Ashley Bowyer

Personal information
- Full name: Ashley Anne Schaus
- Birth name: Ashley Anne Bowyer
- Date of birth: June 8, 1988 (age 37)
- Place of birth: Aliso Viejo, California, United States
- Height: 5 ft 8 in (1.73 m)
- Position(s): Midfielder

Team information
- Current team: Pali Blues
- Number: 15

Youth career
- Slammers FC
- 2002–2006: Aliso Niguel High School

College career
- Years: Team / Apps / (Gls)
- 2006–2009: Ohio State Buckeyes

Senior career*
- Years: Team / Apps / (Gls)
- 2009: Ohio Premier Women's SC
- 2010: FC Gold Pride / 0 / (0)
- 2011–: Pali Blues / 7 / (0)

International career
- 2009–2010: United States U-23

= Ashley Bowyer =

American soccer player (born 1988)

Ashley Anne Schaus (born June 8, 1988) is an American soccer player from Aliso Viejo, California.
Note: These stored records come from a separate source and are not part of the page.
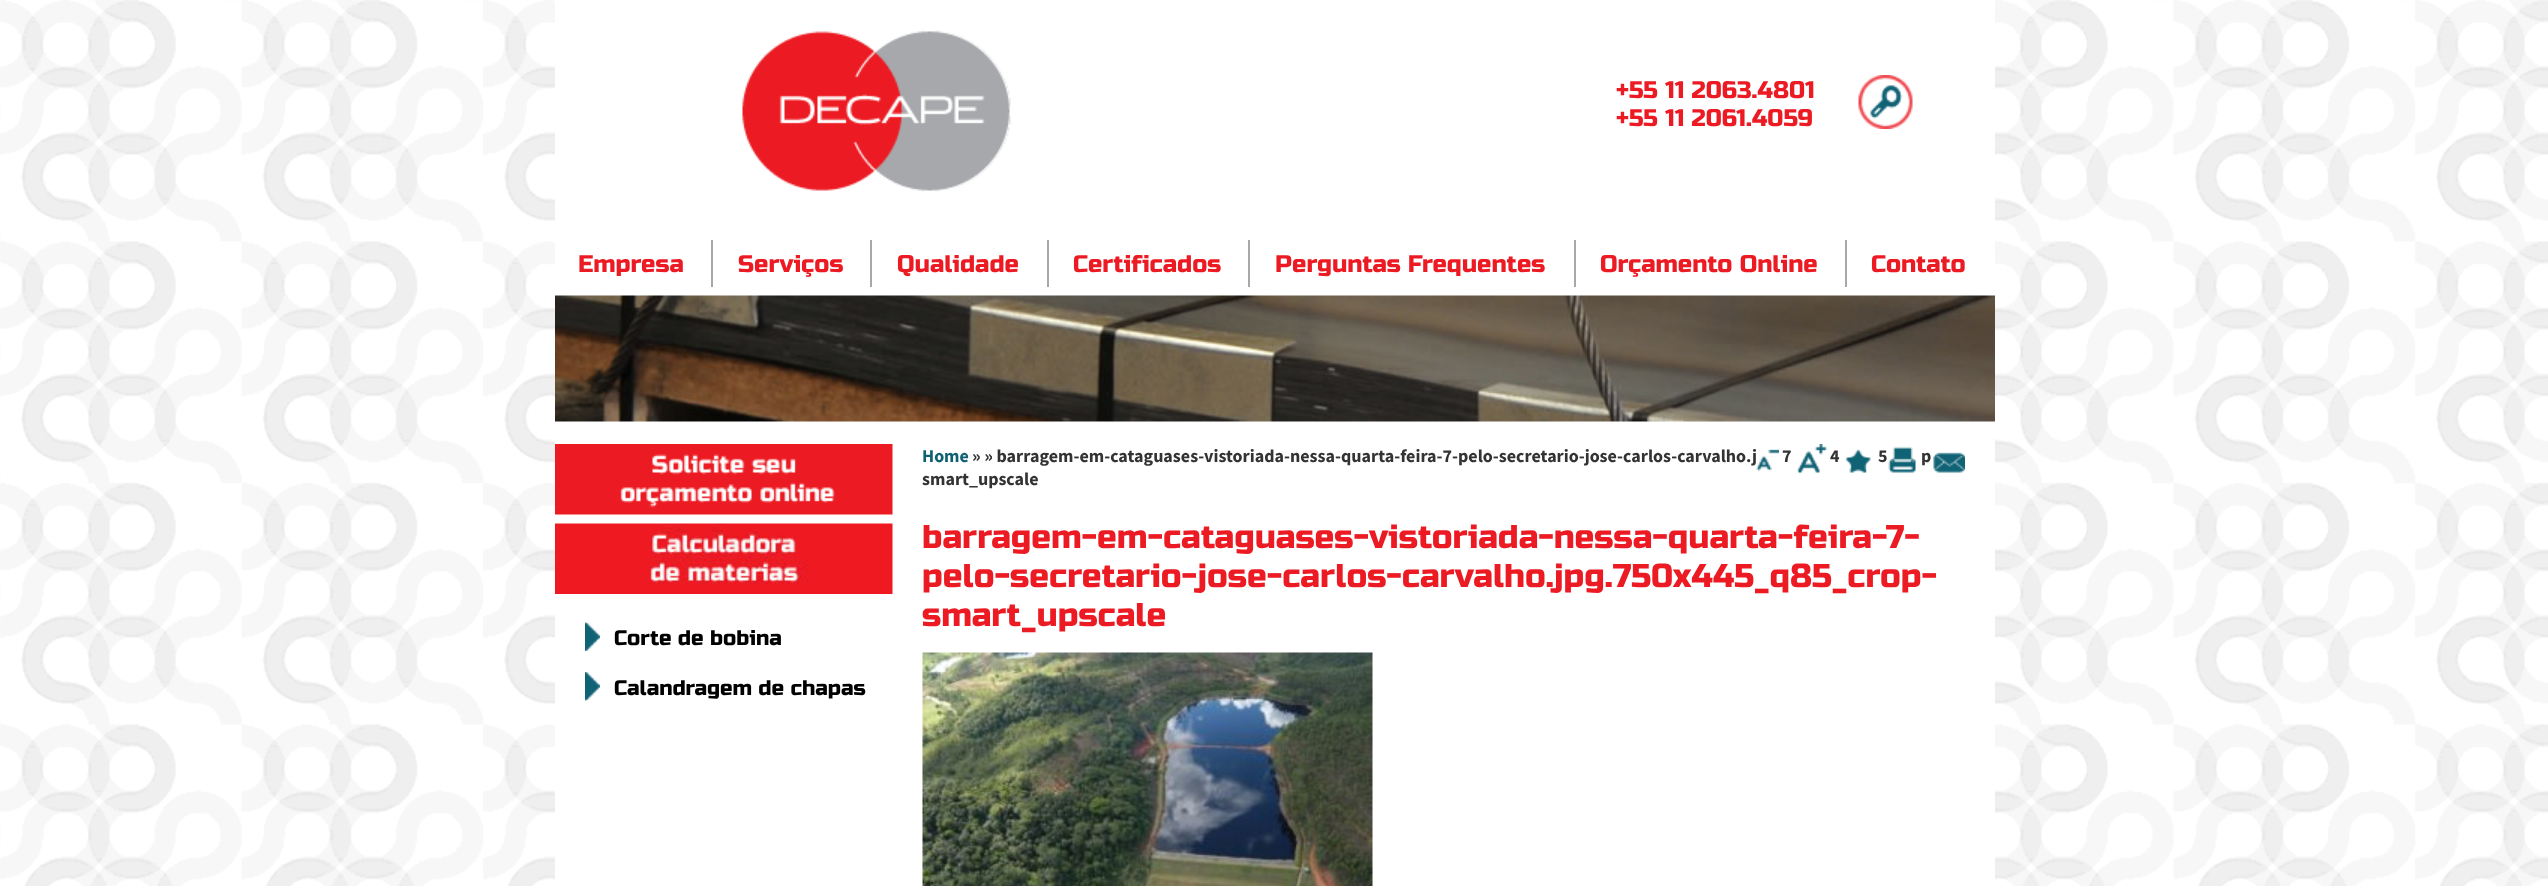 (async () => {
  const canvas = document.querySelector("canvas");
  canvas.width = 2548;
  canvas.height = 886;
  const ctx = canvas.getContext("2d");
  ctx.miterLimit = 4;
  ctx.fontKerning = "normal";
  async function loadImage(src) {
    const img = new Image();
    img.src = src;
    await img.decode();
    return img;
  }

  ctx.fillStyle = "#ffffff";
  ctx.fillRect(0, 0, 2548, 886);
  ctx.drawImage(await loadImage("img/1.png"), 0, 0, 2548, 886);
  ctx.fillRect(555, 0, 1440, 886);
  ctx.drawImage(await loadImage("img/2.png"), 742, 30, 269, 162);
  ctx.drawImage(await loadImage("img/3.png"), 1858, 75, 55, 54);
  for (const [x, y, w, h, color] of [
    [711, 240, 2, 47, "#a6a8ab"],
    [870, 240, 2, 47, "#a6a8ab"],
    [1047, 240, 2, 47, "#a6a8ab"],
    [1248, 240, 2, 47, "#a6a8ab"],
    [1574, 240, 2, 47, "#a6a8ab"],
    [1845, 240, 2, 47, "#a6a8ab"],
  ]) {
    ctx.fillStyle = color;
    ctx.fillRect(x, y, w, h);
  }
  ctx.drawImage(await loadImage("img/4.png"), 555, 295, 1440, 127);
  ctx.drawImage(await loadImage("img/6.png"), 1797, 444, 30, 29);
  ctx.drawImage(await loadImage("img/7.png"), 1845, 449, 26, 24);
  ctx.drawImage(await loadImage("img/8.png"), 1888, 446, 28, 27);
  ctx.drawImage(await loadImage("img/9.png"), 1933, 452, 32, 21);
  ctx.drawImage(await loadImage("img/10.png"), 922, 652, 451, 234);
  ctx.drawImage(await loadImage("img/11.png"), 555, 444, 338, 71);
  ctx.drawImage(await loadImage("img/12.png"), 555, 523, 338, 71);
  ctx.drawImage(await loadImage("img/13.png"), 585, 622, 15, 29);
  ctx.drawImage(await loadImage("img/14.png"), 585, 672, 15, 29);
  ctx.font = "24px Russo One";
  ctx.fillStyle = "#ec1b23";
  for (const [text, x, y] of [
    ["+55 11 2063.4801", 1616, 98],
    ["+55 11 2061.4059", 1616, 126],
    ["Empresa", 578, 272],
    ["Serviços", 738, 272],
    ["Qualidade", 897, 272],
    ["Certificados", 1073, 272],
    ["Perguntas Frequentes", 1275, 272],
    ["Orçamento Online", 1600, 272],
    ["Contato", 1871, 272],
  ]) {
    ctx.fillText(text, x, y);
  }
  ctx.font = "bold 18px Source Sans Pro";
  ctx.fillStyle = "#106073";
  ctx.fillText("Home", 922, 462);
  ctx.fillStyle = "#333333";
  ctx.fillText("» » barragem-em-cataguases-vistoriada-nessa-quarta-feira-7-pelo-secretario-jose-carlos-carvalho.j", 972, 462);
  ctx.drawImage(await loadImage("img/5.png"), 1756, 449, 23, 23);
  for (const [text, x, y] of [
    ["7", 1782, 462],
    ["4", 1830, 462],
    ["5", 1878, 462],
    ["p", 1921, 462],
    ["smart_upscale", 922, 485],
  ]) {
    ctx.fillText(text, x, y);
  }
  ctx.font = "33px Russo One";
  ctx.fillStyle = "#ec1b23";
  for (const [text, x, y] of [
    ["barragem-em-cataguases-vistoriada-nessa-quarta-feira-7-", 922, 548],
    ["pelo-secretario-jose-carlos-carvalho.jpg.750x445_q85_crop-", 922, 587],
    ["smart_upscale", 922, 626],
  ]) {
    ctx.fillText(text, x, y);
  }
  ctx.font = "21px Russo One";
  ctx.fillStyle = "#000000";
  ctx.fillText("Corte de bobina", 614, 645);
  ctx.fillText("Calandragem de chapas", 614, 695);
})(); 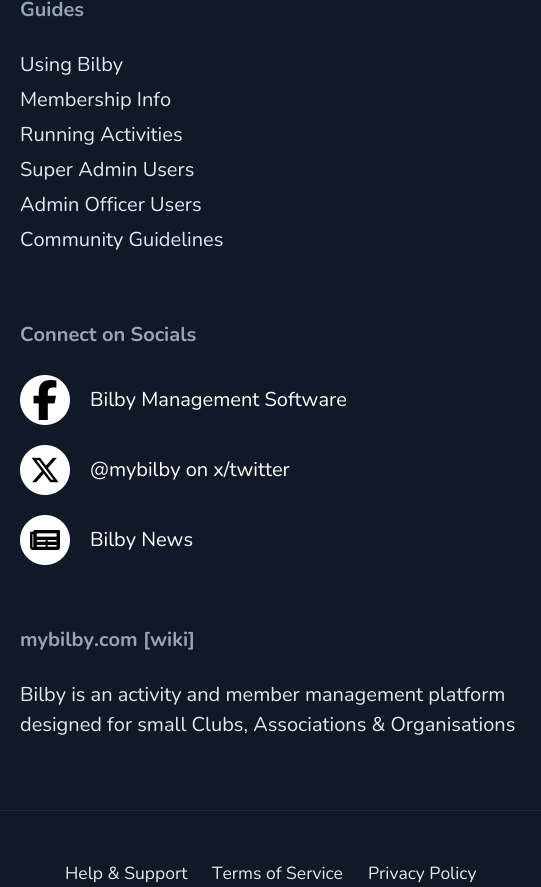 import math
import cairo

surface = cairo.ImageSurface(cairo.FORMAT_RGB24, 541, 887)
cr = cairo.Context(surface)
options = cairo.FontOptions()
options.set_hint_metrics(cairo.HINT_METRICS_OFF)
options.set_hint_style(cairo.HINT_STYLE_NONE)
cr.set_font_options(options)
cr.set_miter_limit(4)


def rgb(code):
    cr.set_source_rgb(*(v / 255 for v in bytes.fromhex(code[-6:])))


def image(path, x, y, w, h):
    cr.save()
    cr.set_source_surface(cairo.ImageSurface.create_from_png(path), x, y)
    cr.rectangle(x, y, w, h)
    cr.fill()
    cr.restore()


rgb("#111827")
cr.paint()
rgb("#ffffff")
cr.arc(45, 400, 25, 0, 2 * math.pi)
cr.fill()
image("img/1.png", 33, 380, 24, 40)
cr.arc(45, 470, 25, 0, 2 * math.pi)
cr.fill()
image("img/2.png", 31, 457, 28, 26)
cr.arc(45, 540, 25, 0, 2 * math.pi)
cr.fill()
image("img/3.png", 30, 530, 30, 20)
rgb("#1f2937")
cr.rectangle(0, 810, 541, 1)
cr.fill()
cr.select_font_face("Nunito", cairo.FONT_SLANT_NORMAL, cairo.FONT_WEIGHT_BOLD)
cr.set_font_size(20)
rgb("#94a3b8")
cr.move_to(20, 16)
cr.show_text("Guides")
cr.select_font_face("Nunito")
rgb("#e2e8f0")
for x, y, s in [
    (20, 71, "Using Bilby"),
    (20, 106, "Membership Info"),
    (20, 141, "Running Activities"),
    (20, 176, "Super Admin Users"),
    (20, 211, "Admin Officer Users"),
    (20, 246, "Community Guidelines"),
]:
    cr.move_to(x, y)
    cr.show_text(s)
cr.select_font_face("Nunito", cairo.FONT_SLANT_NORMAL, cairo.FONT_WEIGHT_BOLD)
rgb("#94a3b8")
cr.move_to(20, 341)
cr.show_text("Connect on Socials")
cr.select_font_face("Nunito")
rgb("#ffffff")
for x, y, s in [
    (90, 406, "Bilby Management Software"),
    (90, 476, "@mybilby on x/twitter"),
    (90, 546, "Bilby News"),
]:
    cr.move_to(x, y)
    cr.show_text(s)
cr.select_font_face("Nunito", cairo.FONT_SLANT_NORMAL, cairo.FONT_WEIGHT_BOLD)
rgb("#94a3b8")
cr.move_to(20, 646)
cr.show_text("mybilby.com [wiki]")
cr.select_font_face("Nunito")
rgb("#e2e8f0")
cr.move_to(20, 701)
cr.show_text("Bilby is an activity and member management platform")
cr.move_to(20, 731)
cr.show_text("designed for small Clubs, Associations & Organisations")
cr.set_font_size(17.5)
for x, y, s in [
    (65, 879, "Help & Support"),
    (212, 879, "Terms of Service"),
    (368, 879, "Privacy Policy"),
]:
    cr.move_to(x, y)
    cr.show_text(s)
surface.write_to_png("page.png")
She is a midfielder for the Women's Professional Soccer club FC Gold Pride and the United States U-23 women's national soccer team.

==Career==

===Professional career===
Bowyer, an NSCAA All-American at Ohio State University, was selected by FC Gold Pride in the fifth round of the 2010 WPS Draft.

==Personal life==
Bowyer is a native of Aliso Viejo, California.